House of Games, in fact, has a significant feminist subtext that has regularly been ignored, just as it’s rarely remarked on that the first three scenes in the film are between Dr. Ford and other women: first the autograph-seeker; then her patient, a “murderess” she visits in a prison hospital; then her friend and mentor Maria, an elderly, sweet-faced doctor (the Austrian stage actress Lilia Skala). Unusually for Mamet, House of Games unfolds in two distinctly gendered realms (rather than one decidedly male): the female world of the hospital and medical school, and the male world of the gambling den and bar. Dr. Ford may worry that her profession is a con, but it’s not a view shared by the film: Maria is clearly its moral center. Moreover, although it may be Mike’s manipulation that catalyzes Dr. Ford’s self-assertion, it’s worth noting that she identifies with her murderess patient from the beginning.
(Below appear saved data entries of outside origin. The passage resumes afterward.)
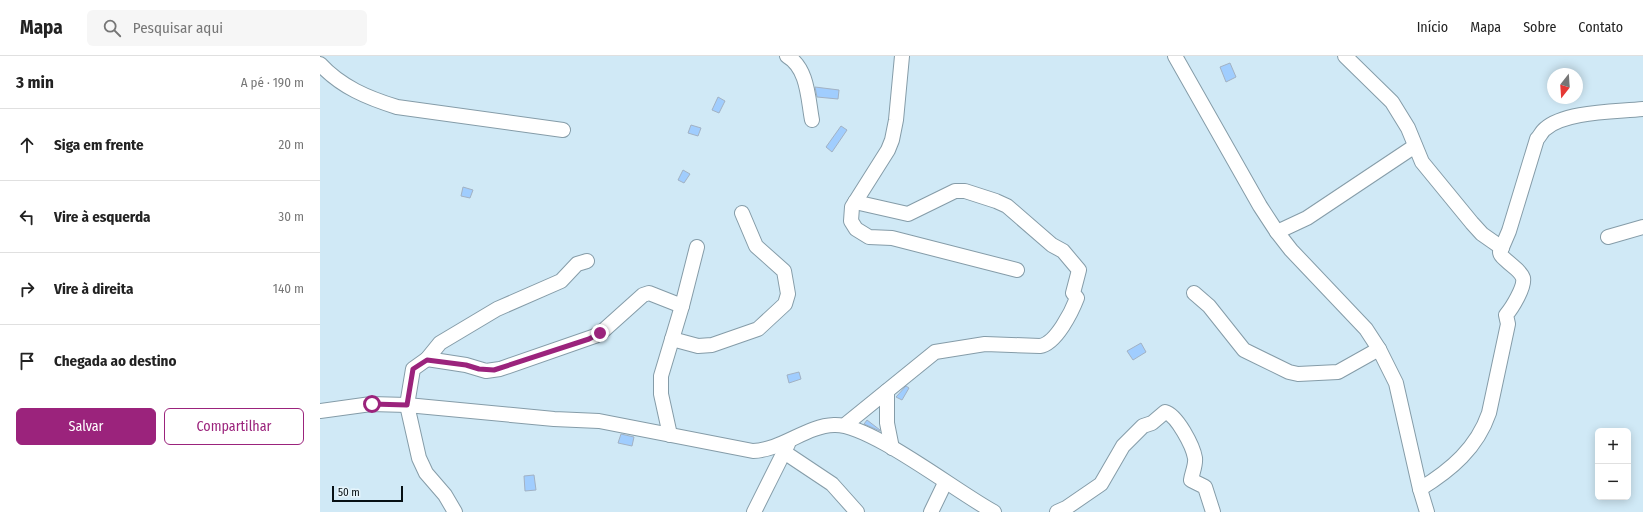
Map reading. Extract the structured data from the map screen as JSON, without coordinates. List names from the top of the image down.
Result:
{
  "scale_bar": "50 m",
  "north": "bottom",
  "page": {
    "header": "Mapa",
    "search": "Pesquisar aqui",
    "nav": [
      "Início",
      "Mapa",
      "Sobre",
      "Contato"
    ],
    "heading": ["3 min", "A pé · 190 m"],
    "list": [
      ["Siga em frente", "20 m"],
      ["Vire à esquerda", "30 m"],
      ["Vire à direita", "140 m"],
      "Chegada ao destino"
    ],
    "buttons": ["Salvar", "Compartilhar"],
    "map_buttons": ["+", "−"],
    "scale": "50 m"
  }
}
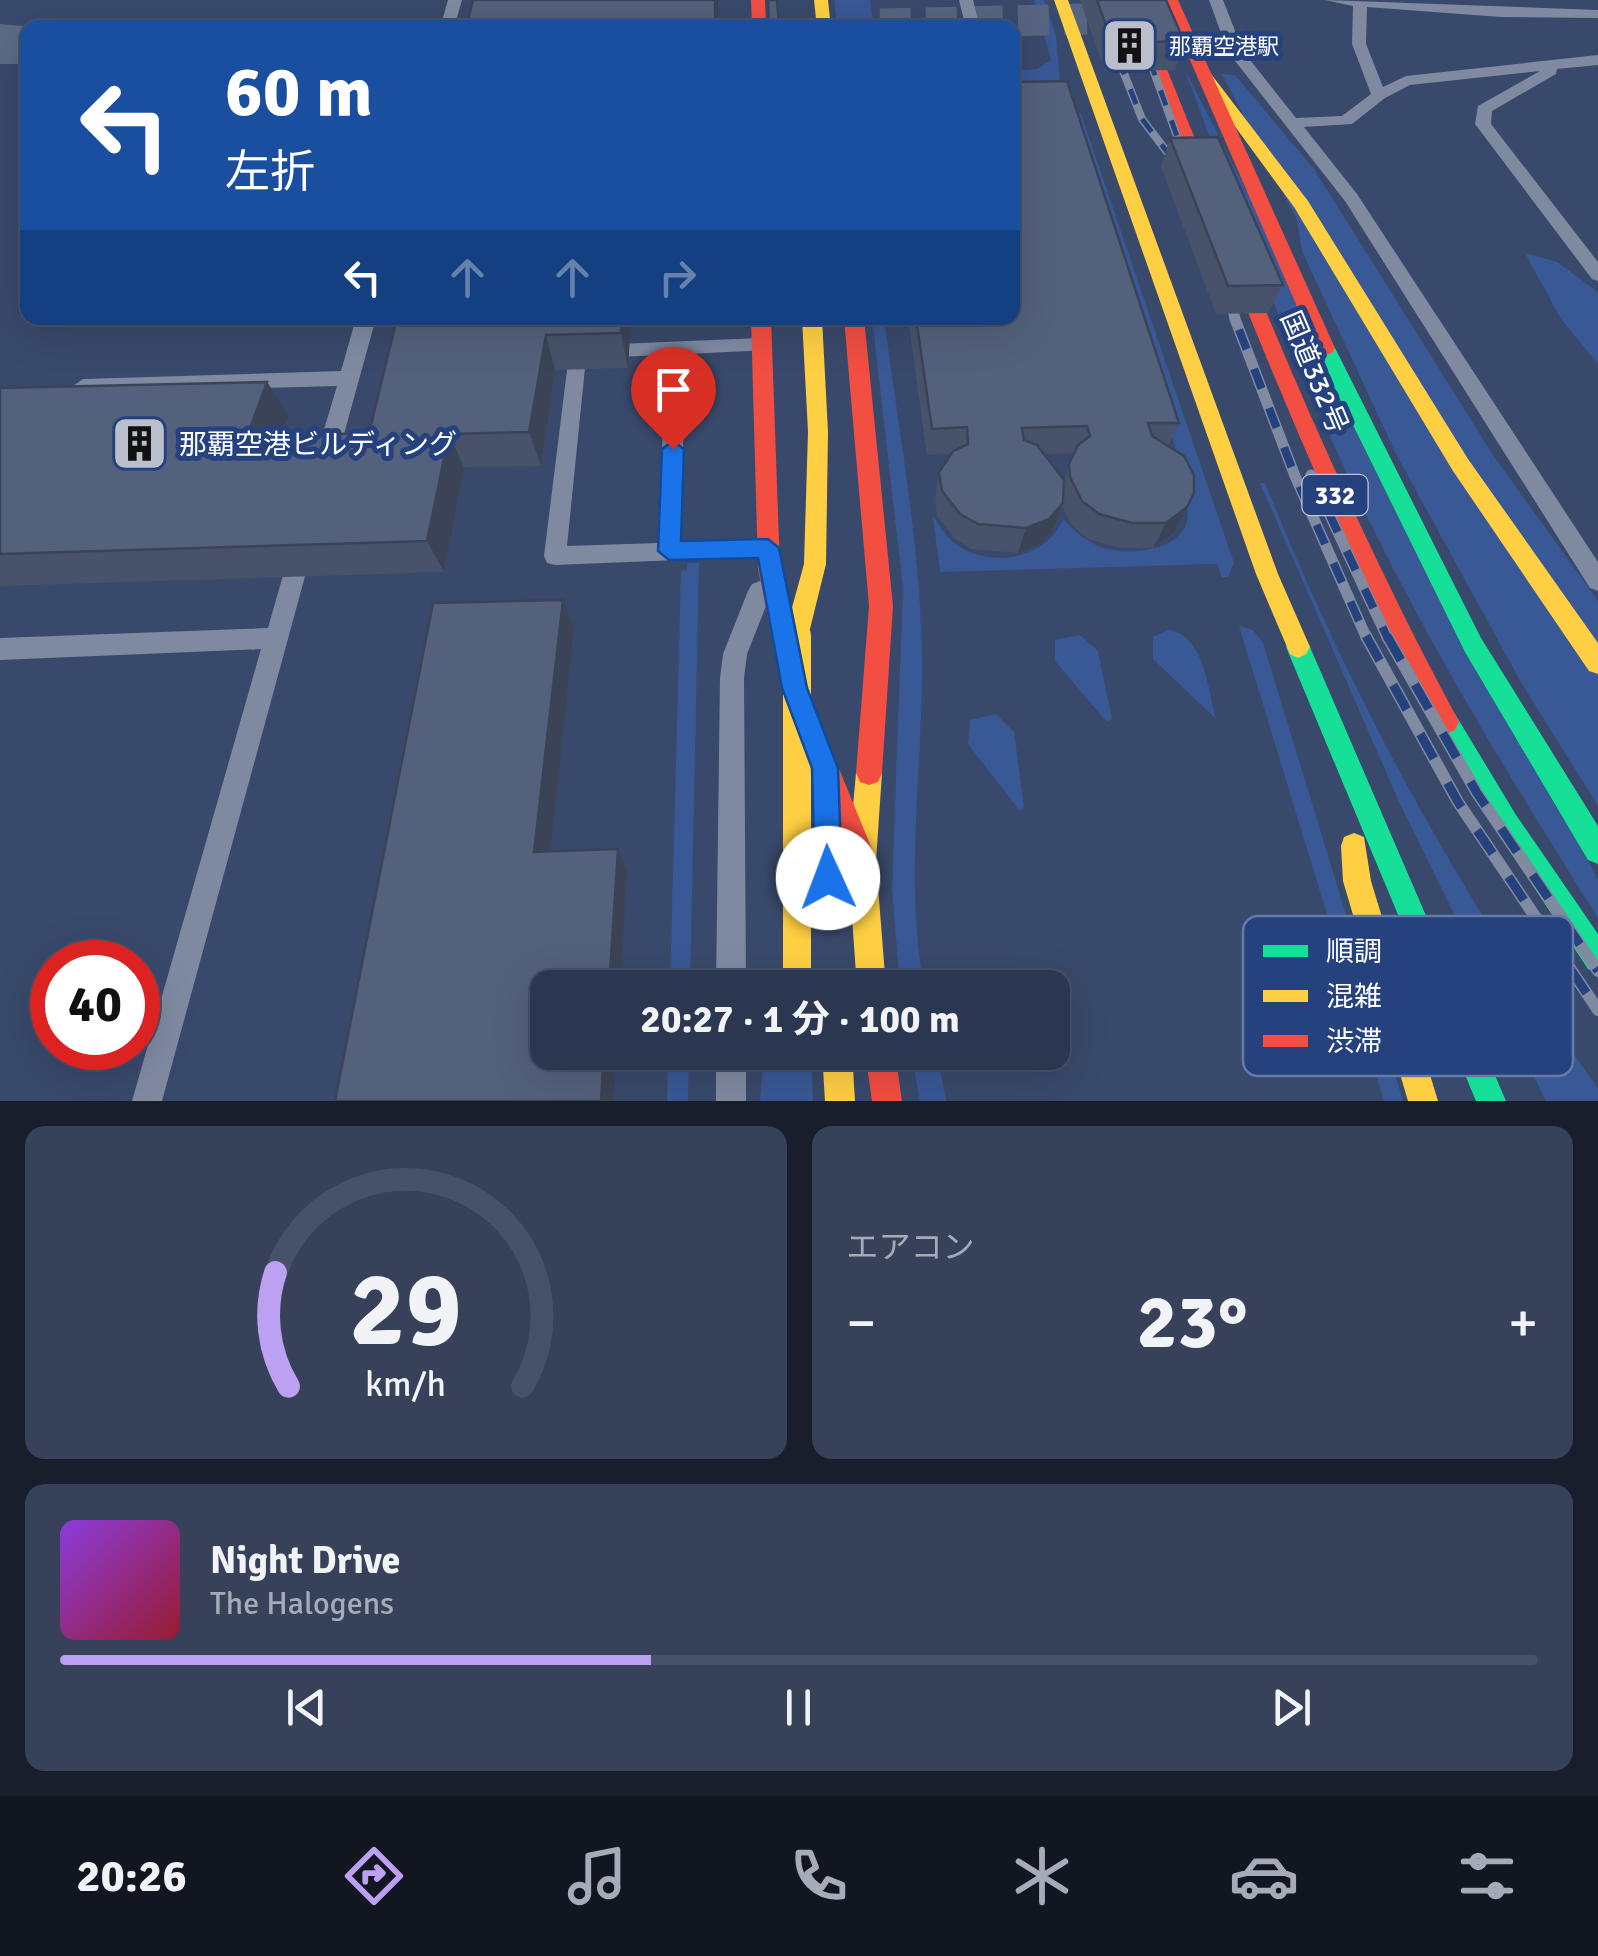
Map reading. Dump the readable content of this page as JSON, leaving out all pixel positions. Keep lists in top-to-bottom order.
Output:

Recounting her patient’s history, she issues an on-the-nose Freudian slip: “My father tells her she’s a whore––.” At the end of the film, it’s Mike who spits that she’s a whore, and she becomes the murderess, triumphantly. She’s visibly happier, in the film’s final scene, than she has been in any others: smiling, colorfully dressed, sipping a fruity cocktail, but also still Dr. Ford, graciously signing another autograph (this time, for a pathetic-seeming man) with her mentor’s advice, “Forgive yourself.” If there’s another on-the-nose Freudian reading here, it’s a strikingly patricidal one: to release yourself from guilt (or the guilt-inflicting superego), you might just have to kill the father.
Crouse’s scenes in and around the hospital, with her patient and her mentor, reveal the heart of her performance, and belie its characterization as cold and robotic; in fact, it’s just after an emotional session with her patient, whom she spontaneously embraces, that Dr. Ford confesses to Maria that she no longer believes in what she’s doing. Here Crouse’s measured enunciation commingles with a tense urgency. Her focus never wavers, but as her tempo quickens and her voice rises, it’s that very focused certainty that gives her away: she can’t help but speak the truth of her distress.